Soon2BThin - Monday Dec 29, 2003
(Weight Watchers Flexpoints)
Weight: 161.6

Well, I'm off to a "shaky" start, to say the least. No exercise yesterday, I wasn't feeling well all day, and none today, I had an appointment for bloodwork this morning at 8. I know, that's no excuse and I have the rest of the day to do something but I'm going to put the Christmas decorations away and that could take most of the day. We'll see what happens, I'm going to try to fit in a walk later. Tomorrow morning for sure. We're planning on going out for dinner with the whole family on New Year's Eve to Stuart Anderson's Black Angus, but I'm having the chicken or fish, for more reasons than one, hahaha! No beef for this chickie!

Well, I hope you're all doing well this fine Monday. I'm going to be checking up later. Have a great day!

legcramp on 12/29/2003:
I hope you're feeling better soon!!! Have a great time going out for dinner on new year's!


garlic on 12/29/2003:
Thanks for your positive comment. It does feel good that I did well over the holidays but it's also kind of an empty feeling - like I wasn't really part of the party. I shouldn't feel that way because it's about the people, not the food, but I did sort of feel like an outcast not stuffing my face and drinking wine. Both of those things really appeal to me so I guess I felt a little lonely. But, it's over and I'm glad I did what I did and I'm ready to move on to the next challenge - they never end!!!!!



Soon2BThin - Saturday Dec 27, 2003
(Weight Watchers Flexpoints)
Weight: 163.2

Good morning, everyone! Well, it looks like I could have gotten by you all without doing my walk this morning, as I had promised yesterday. No comments=no one read my entry, I guess. But since I'm doing this for me, I did 2 miles on the treadmill. Don't think that little voice wasn't trying to convince me to stay in bed though. But I won. I shut her up and did what I knew I had to do. And I do feel better for it, though maybe a tad sweaty right now. Whew! So I'm off to a good start today. I'm going to count the food points today too. And write everything down in my tracker. I know all this works for me and I need to buckle down now, no more playing around.
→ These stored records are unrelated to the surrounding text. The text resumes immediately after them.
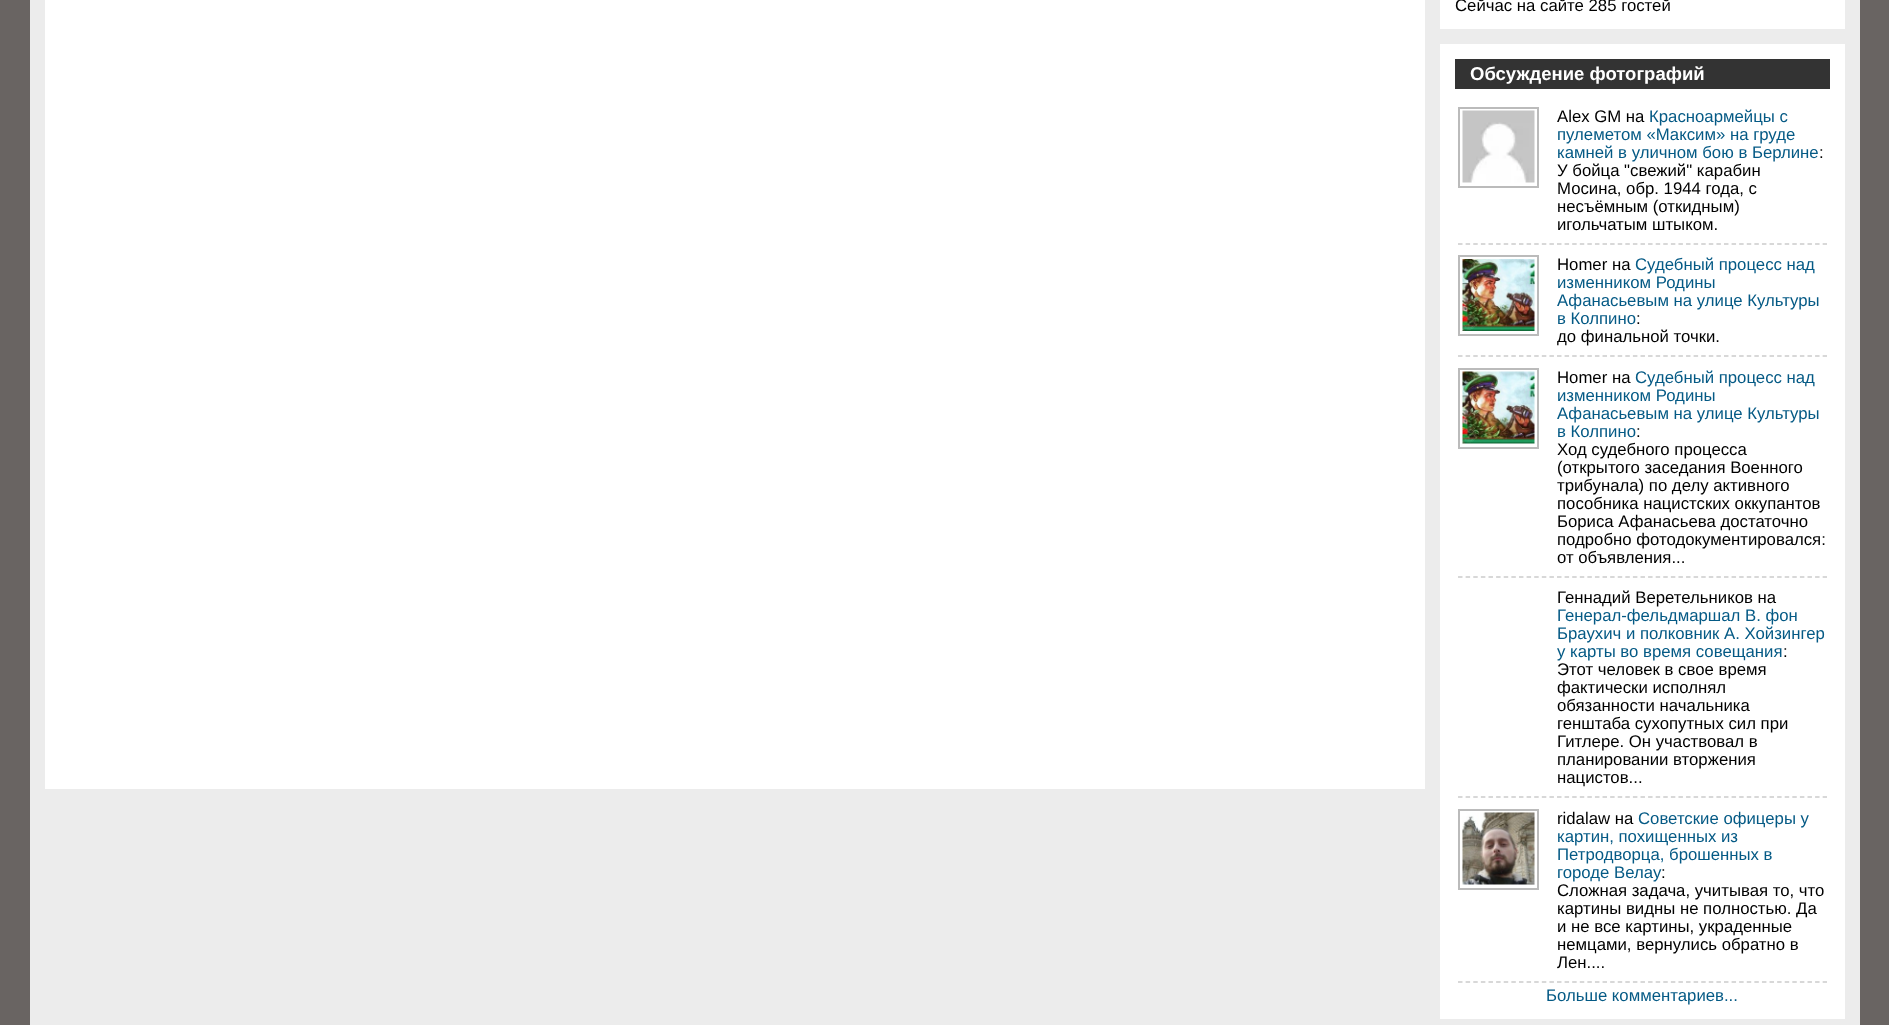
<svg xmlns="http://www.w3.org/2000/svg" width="1889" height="1025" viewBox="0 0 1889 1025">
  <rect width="100%" height="100%" fill="#696462"/>
  <path d="M30 0h1830v1025H30z" fill="#ececec"/>
  <path d="M45 0h1380v789H45z" fill="#fff"/>
  <path d="M1440 0h405v29H1440z" fill="#fff"/>
  <path d="M1440 44h405v975H1440z" fill="#fff"/>
  <path d="M1455 59h375v30H1455z" fill="#333"/>
  <path d="M1458 244H1554" fill="none" stroke="#ccc" stroke-width="1.5" stroke-dasharray="4.5 3.12"/>
  <path d="M1459 108h79v79H1459z" fill="none" stroke="#bbb" stroke-width="2"/>
  <image x="1462" y="110" width="73" height="73" href="img/1.png"/>
  <path d="M1557 244H1827" fill="none" stroke="#ccc" stroke-width="1.5" stroke-dasharray="4.5 3.09"/>
  <path d="M1458 356H1554" fill="none" stroke="#ccc" stroke-width="1.5" stroke-dasharray="4.5 3.12"/>
  <path d="M1459 256h79v79H1459z" fill="none" stroke="#bbb" stroke-width="2"/>
  <image x="1462" y="259" width="73" height="72" href="img/2.png"/>
  <path d="M1557 356H1827" fill="none" stroke="#ccc" stroke-width="1.5" stroke-dasharray="4.5 3.09"/>
  <path d="M1458 577H1554" fill="none" stroke="#ccc" stroke-width="1.5" stroke-dasharray="4.5 3.12"/>
  <path d="M1459 369h79v79H1459z" fill="none" stroke="#bbb" stroke-width="2"/>
  <image x="1462" y="371" width="73" height="73" href="img/3.png"/>
  <path d="M1557 577H1827" fill="none" stroke="#ccc" stroke-width="1.5" stroke-dasharray="4.5 3.09"/>
  <path d="M1557 797H1827" fill="none" stroke="#ccc" stroke-width="1.5" stroke-dasharray="4.5 3.09"/>
  <path d="M1458 797H1554" fill="none" stroke="#ccc" stroke-width="1.5" stroke-dasharray="4.5 3.12"/>
  <path d="M1458 982H1554" fill="none" stroke="#ccc" stroke-width="1.5" stroke-dasharray="4.5 3.12"/>
  <path d="M1459 810h79v79H1459z" fill="none" stroke="#bbb" stroke-width="2"/>
  <image x="1462" y="812" width="73" height="73" href="img/4.png"/>
  <path d="M1557 982H1827" fill="none" stroke="#ccc" stroke-width="1.5" stroke-dasharray="4.5 3.09"/>
  <text x="1455" y="11" font-family="Liberation Sans" font-size="16.75" fill="#000">Сейчас на сайте 285 гостей</text>
  <text x="1470" y="80" font-family="Liberation Sans" font-size="18.5" font-weight="bold" fill="#fff">Обсуждение фотографий</text>
  <text x="1557" y="122" font-family="Liberation Sans" font-size="16.75" fill="#000">Alex GM на</text>
  <g font-family="Liberation Sans" font-size="16.75" fill="#055a85">
    <text x="1649" y="122">Красноармейцы с</text>
    <text x="1557" y="140">пулеметом «Максим» на груде</text>
    <text x="1557" y="158">камней в уличном бою в Берлине</text>
  </g>
  <g font-family="Liberation Sans" font-size="16.75" fill="#000">
    <text x="1819" y="158">:</text>
    <text x="1557" y="176">У бойца "свежий" карабин</text>
    <text x="1557" y="194">Мосина, обр. 1944 года, с</text>
    <text x="1557" y="212">несъёмным (откидным)</text>
    <text x="1557" y="230">игольчатым штыком.</text>
    <text x="1557" y="270">Homer на</text>
  </g>
  <g font-family="Liberation Sans" font-size="16.75" fill="#055a85">
    <text x="1635" y="270">Судебный процесс над</text>
    <text x="1557" y="288">изменником Родины</text>
    <text x="1557" y="306">Афанасьевым на улице Культуры</text>
    <text x="1557" y="324">в Колпино</text>
  </g>
  <g font-family="Liberation Sans" font-size="16.75" fill="#000">
    <text x="1636" y="324">:</text>
    <text x="1557" y="342">до финальной точки.</text>
    <text x="1557" y="383">Homer на</text>
  </g>
  <g font-family="Liberation Sans" font-size="16.75" fill="#055a85">
    <text x="1635" y="383">Судебный процесс над</text>
    <text x="1557" y="401">изменником Родины</text>
    <text x="1557" y="419">Афанасьевым на улице Культуры</text>
    <text x="1557" y="437">в Колпино</text>
  </g>
  <g font-family="Liberation Sans" font-size="16.75" fill="#000">
    <text x="1636" y="437">:</text>
    <text x="1557" y="455">Ход судебного процесса</text>
    <text x="1557" y="473">(открытого заседания Военного</text>
    <text x="1557" y="491">трибунала) по делу активного</text>
    <text x="1557" y="509">пособника нацистских оккупантов</text>
    <text x="1557" y="527">Бориса Афанасьева достаточно</text>
    <text x="1557" y="545">подробно фотодокументировался:</text>
    <text x="1557" y="563">от объявления...</text>
    <text x="1557" y="603">Геннадий Веретельников на</text>
  </g>
  <g font-family="Liberation Sans" font-size="16.75" fill="#055a85">
    <text x="1557" y="621">Генерал-фельдмаршал В. фон</text>
    <text x="1557" y="639">Браухич и полковник А. Хойзингер</text>
    <text x="1557" y="657">у карты во время совещания</text>
  </g>
  <g font-family="Liberation Sans" font-size="16.75" fill="#000">
    <text x="1783" y="657">:</text>
    <text x="1557" y="675">Этот человек в свое время</text>
    <text x="1557" y="693">фактически исполнял</text>
    <text x="1557" y="711">обязанности начальника</text>
    <text x="1557" y="729">генштаба сухопутных сил при</text>
    <text x="1557" y="747">Гитлере. Он участвовал в</text>
    <text x="1557" y="765">планировании вторжения</text>
    <text x="1557" y="783">нацистов...</text>
    <text x="1557" y="824">ridalaw на</text>
  </g>
  <g font-family="Liberation Sans" font-size="16.75" fill="#055a85">
    <text x="1638" y="824">Советские офицеры у</text>
    <text x="1557" y="842">картин, похищенных из</text>
    <text x="1557" y="860">Петродворца, брошенных в</text>
    <text x="1557" y="878">городе Велау</text>
  </g>
  <g font-family="Liberation Sans" font-size="16.75" fill="#000">
    <text x="1661" y="878">:</text>
    <text x="1557" y="896">Сложная задача, учитывая то, что</text>
    <text x="1557" y="914">картины видны не полностью. Да</text>
    <text x="1557" y="932">и не все картины, украденные</text>
    <text x="1557" y="950">немцами, вернулись обратно в</text>
    <text x="1557" y="968">Лен....</text>
  </g>
  <text x="1546" y="1001" font-family="Liberation Sans" font-size="16.75" fill="#055a85">Больше комментариев...</text>
</svg>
I changed the weight to the left here, that's what I weighed on my new scale this morning. It also says my body fat is 43.6%! What's with that?! I knew I had a lot of fat but that's ridiculous! Who knows if that is accurate though but that's what I'm going by. So I will use the weight that my scale says and not the WW from now on, since my weigh-ins at WW are not very regular. And I will probably weigh every day for awhile, unless I change my mind about that in the future. So THIS IS IT!! I'm off to my new start and I'm going to do GREAT!! I will also make some New Years' resolutions, or I say, "goals" for me in the new year. I'll post those as soon as I come up with them.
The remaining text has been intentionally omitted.